Start of Data supplied

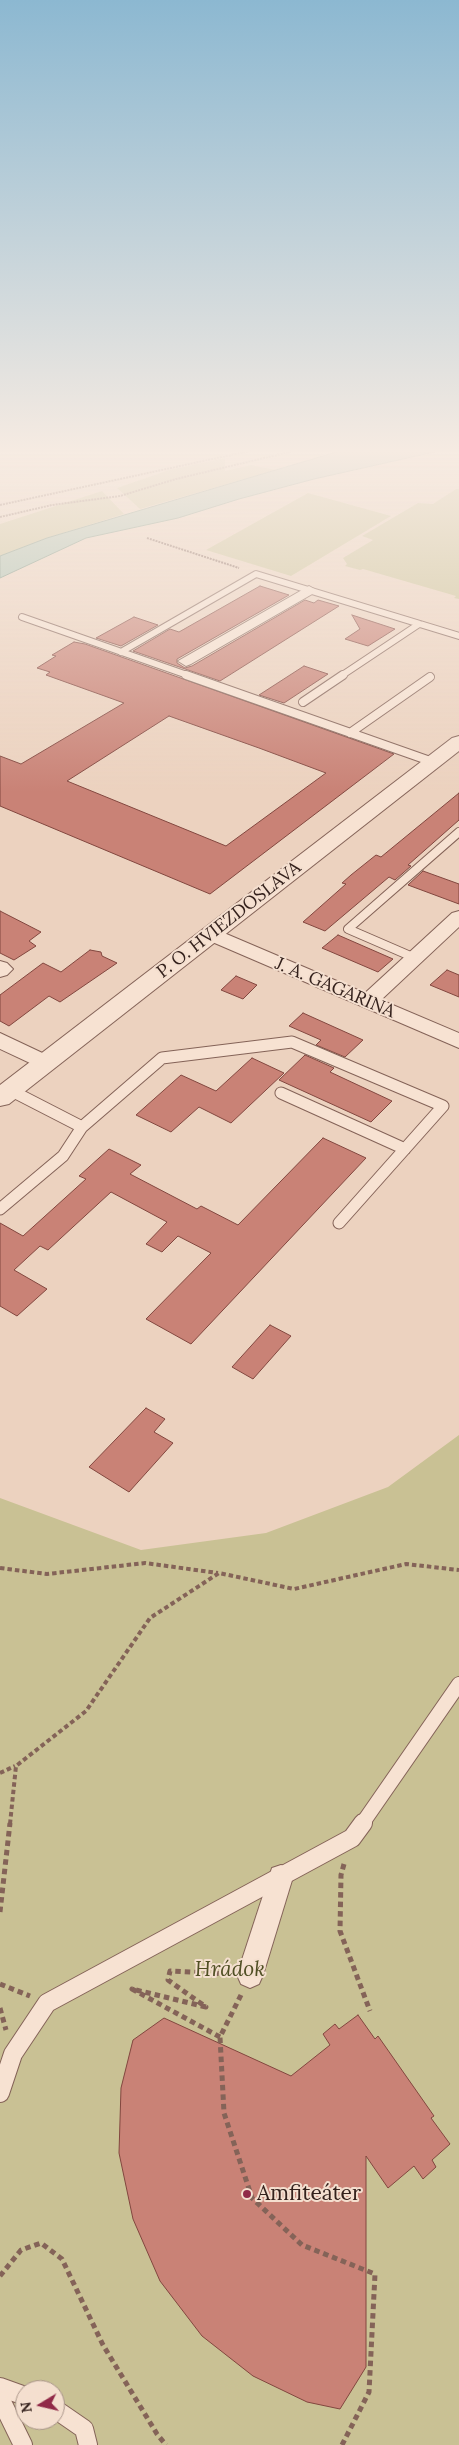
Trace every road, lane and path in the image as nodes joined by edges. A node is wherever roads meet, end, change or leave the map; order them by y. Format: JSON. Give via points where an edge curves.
{"nodes":[{"id":1,"x":226,"y":564,"type":"edge"},
{"id":2,"x":256,"y":574,"type":"junction"},
{"id":3,"x":310,"y":590,"type":"junction"},
{"id":4,"x":22,"y":618,"type":"dead end"},
{"id":5,"x":419,"y":624,"type":"junction"},
{"id":6,"x":459,"y":636,"type":"edge"},
{"id":7,"x":121,"y":652,"type":"junction"},
{"id":8,"x":186,"y":662,"type":"dead end"},
{"id":9,"x":430,"y":677,"type":"dead end"},
{"id":10,"x":303,"y":702,"type":"dead end"},
{"id":11,"x":350,"y":733,"type":"junction"},
{"id":12,"x":459,"y":742,"type":"edge"},
{"id":13,"x":433,"y":762,"type":"junction"},
{"id":14,"x":459,"y":832,"type":"edge"},
{"id":15,"x":459,"y":916,"type":"edge"},
{"id":16,"x":210,"y":934,"type":"junction"},
{"id":17,"x":415,"y":958,"type":"junction"},
{"id":18,"x":367,"y":1002,"type":"junction"},
{"id":19,"x":0,"y":1040,"type":"edge"},
{"id":20,"x":459,"y":1041,"type":"edge"},
{"id":21,"x":45,"y":1063,"type":"junction"},
{"id":22,"x":281,"y":1093,"type":"dead end"},
{"id":23,"x":5,"y":1094,"type":"edge"},
{"id":24,"x":82,"y":1127,"type":"junction"},
{"id":25,"x":405,"y":1149,"type":"junction"},
{"id":26,"x":0,"y":1209,"type":"edge"},
{"id":27,"x":340,"y":1223,"type":"dead end"},
{"id":28,"x":0,"y":1568,"type":"edge"},
{"id":29,"x":459,"y":1570,"type":"edge"},
{"id":30,"x":219,"y":1573,"type":"junction"},
{"id":31,"x":459,"y":1684,"type":"edge"},
{"id":32,"x":16,"y":1766,"type":"junction"},
{"id":33,"x":0,"y":1773,"type":"edge"},
{"id":34,"x":352,"y":1838,"type":"junction"},
{"id":35,"x":281,"y":1877,"type":"junction"},
{"id":36,"x":0,"y":1912,"type":"edge"},
{"id":37,"x":250,"y":1975,"type":"junction"},
{"id":38,"x":0,"y":1984,"type":"edge"},
{"id":39,"x":47,"y":2003,"type":"junction"},
{"id":40,"x":370,"y":2011,"type":"dead end"},
{"id":41,"x":220,"y":2037,"type":"junction"},
{"id":42,"x":0,"y":2093,"type":"edge"},
{"id":43,"x":0,"y":2276,"type":"edge"},
{"id":44,"x":0,"y":2387,"type":"edge"},
{"id":45,"x":15,"y":2392,"type":"edge"},
{"id":46,"x":0,"y":2398,"type":"edge"},
{"id":47,"x":65,"y":2416,"type":"edge"},
{"id":48,"x":24,"y":2445,"type":"edge"},
{"id":49,"x":88,"y":2445,"type":"edge"},
{"id":50,"x":166,"y":2445,"type":"edge"},
{"id":51,"x":342,"y":2445,"type":"edge"}],
"edges":[{"from":1,"to":2,"type":"path"},
{"from":2,"to":3,"type":"lane"},
{"from":2,"to":7,"type":"lane"},
{"from":3,"to":5,"type":"lane"},
{"from":3,"to":8,"type":"street"},
{"from":4,"to":7,"type":"lane"},
{"from":5,"to":6,"type":"lane"},
{"from":5,"to":10,"type":"lane"},
{"from":7,"to":11,"type":"lane"},
{"from":9,"to":11,"type":"lane"},
{"from":11,"to":13,"type":"lane"},
{"from":12,"to":13,"type":"street","name":"P. O. HVIEZDOSLAVA"},
{"from":13,"to":16,"type":"street","name":"P. O. HVIEZDOSLAVA"},
{"from":14,"to":17,"type":"lane","via":[[348,929]]},
{"from":15,"to":17,"type":"street"},
{"from":16,"to":18,"type":"street","name":"J. A. GAGARINA"},
{"from":16,"to":21,"type":"street","name":"P. O. HVIEZDOSLAVA"},
{"from":17,"to":18,"type":"street"},
{"from":18,"to":20,"type":"street","name":"J. A. GAGARINA"},
{"from":19,"to":21,"type":"street"},
{"from":21,"to":23,"type":"street","name":"P. O. HVIEZDOSLAVA"},
{"from":22,"to":25,"type":"lane"},
{"from":23,"to":24,"type":"lane"},
{"from":24,"to":25,"type":"lane","via":[[162,1058],[292,1042],[443,1106]]},
{"from":24,"to":26,"type":"lane","via":[[63,1156]]},
{"from":25,"to":27,"type":"lane"},
{"from":28,"to":30,"type":"path","via":[[46,1574],[145,1563]]},
{"from":29,"to":30,"type":"path","via":[[406,1564],[294,1589]]},
{"from":30,"to":32,"type":"path","via":[[150,1618],[86,1711]]},
{"from":31,"to":34,"type":"lane"},
{"from":32,"to":33,"type":"path"},
{"from":32,"to":36,"type":"path"},
{"from":34,"to":35,"type":"lane"},
{"from":34,"to":40,"type":"path","via":[[341,1875],[340,1931]]},
{"from":35,"to":37,"type":"street"},
{"from":35,"to":39,"type":"lane"},
{"from":37,"to":41,"type":"path"},
{"from":37,"to":41,"type":"path","via":[[170,1971],[168,1980],[206,2007],[132,1989]]},
{"from":38,"to":39,"type":"path"},
{"from":39,"to":42,"type":"lane","via":[[13,2054]]},
{"from":41,"to":51,"type":"path","via":[[224,2113],[252,2198],[302,2245],[375,2274],[369,2392]]},
{"from":43,"to":50,"type":"path","via":[[20,2250],[41,2243],[62,2259],[103,2345],[156,2434]]},
{"from":44,"to":45,"type":"lane"},
{"from":46,"to":48,"type":"lane"},
{"from":47,"to":49,"type":"lane","via":[[84,2429]]}]}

End of Data supplied

Directions for this task
Images stay out, but the rest of the records must be retyped exactly.

Answer below
Trace every road, lane and path in the image as nodes joined by edges. A node is wherever roads meet, end, change or leave the map; order them by y. Format: JSON. Give via points where an edge curves.
{"nodes":[{"id":1,"x":226,"y":564,"type":"edge"},
{"id":2,"x":256,"y":574,"type":"junction"},
{"id":3,"x":310,"y":590,"type":"junction"},
{"id":4,"x":22,"y":618,"type":"dead end"},
{"id":5,"x":419,"y":624,"type":"junction"},
{"id":6,"x":459,"y":636,"type":"edge"},
{"id":7,"x":121,"y":652,"type":"junction"},
{"id":8,"x":186,"y":662,"type":"dead end"},
{"id":9,"x":430,"y":677,"type":"dead end"},
{"id":10,"x":303,"y":702,"type":"dead end"},
{"id":11,"x":350,"y":733,"type":"junction"},
{"id":12,"x":459,"y":742,"type":"edge"},
{"id":13,"x":433,"y":762,"type":"junction"},
{"id":14,"x":459,"y":832,"type":"edge"},
{"id":15,"x":459,"y":916,"type":"edge"},
{"id":16,"x":210,"y":934,"type":"junction"},
{"id":17,"x":415,"y":958,"type":"junction"},
{"id":18,"x":367,"y":1002,"type":"junction"},
{"id":19,"x":0,"y":1040,"type":"edge"},
{"id":20,"x":459,"y":1041,"type":"edge"},
{"id":21,"x":45,"y":1063,"type":"junction"},
{"id":22,"x":281,"y":1093,"type":"dead end"},
{"id":23,"x":5,"y":1094,"type":"edge"},
{"id":24,"x":82,"y":1127,"type":"junction"},
{"id":25,"x":405,"y":1149,"type":"junction"},
{"id":26,"x":0,"y":1209,"type":"edge"},
{"id":27,"x":340,"y":1223,"type":"dead end"},
{"id":28,"x":0,"y":1568,"type":"edge"},
{"id":29,"x":459,"y":1570,"type":"edge"},
{"id":30,"x":219,"y":1573,"type":"junction"},
{"id":31,"x":459,"y":1684,"type":"edge"},
{"id":32,"x":16,"y":1766,"type":"junction"},
{"id":33,"x":0,"y":1773,"type":"edge"},
{"id":34,"x":352,"y":1838,"type":"junction"},
{"id":35,"x":281,"y":1877,"type":"junction"},
{"id":36,"x":0,"y":1912,"type":"edge"},
{"id":37,"x":250,"y":1975,"type":"junction"},
{"id":38,"x":0,"y":1984,"type":"edge"},
{"id":39,"x":47,"y":2003,"type":"junction"},
{"id":40,"x":370,"y":2011,"type":"dead end"},
{"id":41,"x":220,"y":2037,"type":"junction"},
{"id":42,"x":0,"y":2093,"type":"edge"},
{"id":43,"x":0,"y":2276,"type":"edge"},
{"id":44,"x":0,"y":2387,"type":"edge"},
{"id":45,"x":15,"y":2392,"type":"edge"},
{"id":46,"x":0,"y":2398,"type":"edge"},
{"id":47,"x":65,"y":2416,"type":"edge"},
{"id":48,"x":24,"y":2445,"type":"edge"},
{"id":49,"x":88,"y":2445,"type":"edge"},
{"id":50,"x":166,"y":2445,"type":"edge"},
{"id":51,"x":342,"y":2445,"type":"edge"}],
"edges":[{"from":1,"to":2,"type":"path"},
{"from":2,"to":3,"type":"lane"},
{"from":2,"to":7,"type":"lane"},
{"from":3,"to":5,"type":"lane"},
{"from":3,"to":8,"type":"street"},
{"from":4,"to":7,"type":"lane"},
{"from":5,"to":6,"type":"lane"},
{"from":5,"to":10,"type":"lane"},
{"from":7,"to":11,"type":"lane"},
{"from":9,"to":11,"type":"lane"},
{"from":11,"to":13,"type":"lane"},
{"from":12,"to":13,"type":"street","name":"P. O. HVIEZDOSLAVA"},
{"from":13,"to":16,"type":"street","name":"P. O. HVIEZDOSLAVA"},
{"from":14,"to":17,"type":"lane","via":[[348,929]]},
{"from":15,"to":17,"type":"street"},
{"from":16,"to":18,"type":"street","name":"J. A. GAGARINA"},
{"from":16,"to":21,"type":"street","name":"P. O. HVIEZDOSLAVA"},
{"from":17,"to":18,"type":"street"},
{"from":18,"to":20,"type":"street","name":"J. A. GAGARINA"},
{"from":19,"to":21,"type":"street"},
{"from":21,"to":23,"type":"street","name":"P. O. HVIEZDOSLAVA"},
{"from":22,"to":25,"type":"lane"},
{"from":23,"to":24,"type":"lane"},
{"from":24,"to":25,"type":"lane","via":[[162,1058],[292,1042],[443,1106]]},
{"from":24,"to":26,"type":"lane","via":[[63,1156]]},
{"from":25,"to":27,"type":"lane"},
{"from":28,"to":30,"type":"path","via":[[46,1574],[145,1563]]},
{"from":29,"to":30,"type":"path","via":[[406,1564],[294,1589]]},
{"from":30,"to":32,"type":"path","via":[[150,1618],[86,1711]]},
{"from":31,"to":34,"type":"lane"},
{"from":32,"to":33,"type":"path"},
{"from":32,"to":36,"type":"path"},
{"from":34,"to":35,"type":"lane"},
{"from":34,"to":40,"type":"path","via":[[341,1875],[340,1931]]},
{"from":35,"to":37,"type":"street"},
{"from":35,"to":39,"type":"lane"},
{"from":37,"to":41,"type":"path"},
{"from":37,"to":41,"type":"path","via":[[170,1971],[168,1980],[206,2007],[132,1989]]},
{"from":38,"to":39,"type":"path"},
{"from":39,"to":42,"type":"lane","via":[[13,2054]]},
{"from":41,"to":51,"type":"path","via":[[224,2113],[252,2198],[302,2245],[375,2274],[369,2392]]},
{"from":43,"to":50,"type":"path","via":[[20,2250],[41,2243],[62,2259],[103,2345],[156,2434]]},
{"from":44,"to":45,"type":"lane"},
{"from":46,"to":48,"type":"lane"},
{"from":47,"to":49,"type":"lane","via":[[84,2429]]}]}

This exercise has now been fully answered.